Cancer cell international. 2018;18:62
Abstract
Background: Despite recent advances, multiple myeloma (MM) remains incurable. However, the appearance of allogeneic stem cell transplantation (allo-SCT) through graft-versus-myeloma effect provides a potential way to cure MM to some degree. This systematic review aimed to evaluate the outcome of patients receiving allo-SCT and identified a series of prognostic factors that may affect the outcome of allo-SCT. Patients/methods: We systematically searched PubMed, Embase, and the Cochrane Library from 2007.01.01 to 2017.05.03 using the keywords 'allogeneic' and 'myeloma'. Results: A total of 61 clinical trials involving 8698 adult patients were included.

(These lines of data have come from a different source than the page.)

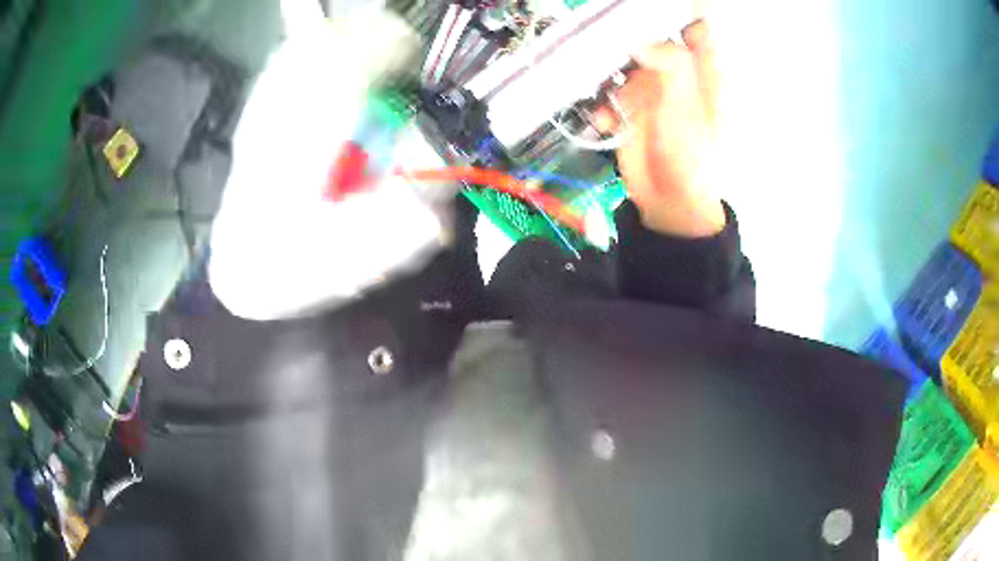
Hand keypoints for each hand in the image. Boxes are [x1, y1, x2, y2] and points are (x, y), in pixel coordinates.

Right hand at [598, 20, 724, 237]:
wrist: (670, 201)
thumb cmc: (690, 153)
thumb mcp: (686, 104)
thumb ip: (670, 63)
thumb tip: (638, 40)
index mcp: (701, 71)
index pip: (694, 27)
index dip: (677, 13)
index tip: (646, 7)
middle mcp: (676, 74)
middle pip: (651, 38)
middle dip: (628, 35)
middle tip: (604, 32)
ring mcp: (651, 90)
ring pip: (624, 61)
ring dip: (608, 70)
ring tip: (601, 82)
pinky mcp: (629, 108)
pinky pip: (609, 91)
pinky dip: (603, 103)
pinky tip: (605, 120)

The pooled estimates (95% CI) for overall survival (OS) at 1, 2, 3 and 5 years were 70 (95% CI 56-84%), 62 (95% CI 53-71%), 52 (95% CI 44-61%), and 46 (95% CI 40-52%), respectively; for progression-free survival were 51 (95% CI 38-64%), 40 (95% CI 32-48%), 34 (95% CI 27-41%), and 27 (95% CI 23-31%), respectively; and for treatment-related mortality (TRM) were 18 (95% CI 14-21%), 21 (95% CI 17-25%), 20 (95% CI 13-26%), and 27 (95% CI 21-33%), respectively. Additionally, the pooled 100-day TRM was 12 (95% CI 5-18%). The incidences of grades II-IV acute graft-versus-host disease (GVHD) and chronic GVHD were 34 (95% CI 30-37%) and 51 (95% CI 46-56%), respectively. The incidences of relapse rate (RR) and death rate were 50 (95% CI 45-55%) and 51 (95% CI 45-57%), respectively. Importantly, disease progression was the most major cause of death (48%), followed by TRM (44%). The results failed to show an apparent benefit of allo-SCT for standard risk patients, compared with tandem auto-SCT. In contrast, all 14 trials in our study showed that patients with high cytogenetic risk after allo-SCT had similar OS and PFS compared to those with standard risk, suggesting that allo-SCT may overcome the adverse prognosis of high cytogenetic risk. Conclusion: Due to the lack of consistent survival benefit, allo-SCT should not be considered as a standard of care for newly diagnosed and relapsed standard-risk MM patients. However, for patients with high-risk MM who have a poor long-term prognosis, allo-SCT may be a strong consideration in their initial course of therapy or in first relapse after chemotherapy, when the risk of disease progression may outweigh the transplant-related risks. A large number of prospective randomized controlled trials were needed to prove the benefits of these therapeutic options.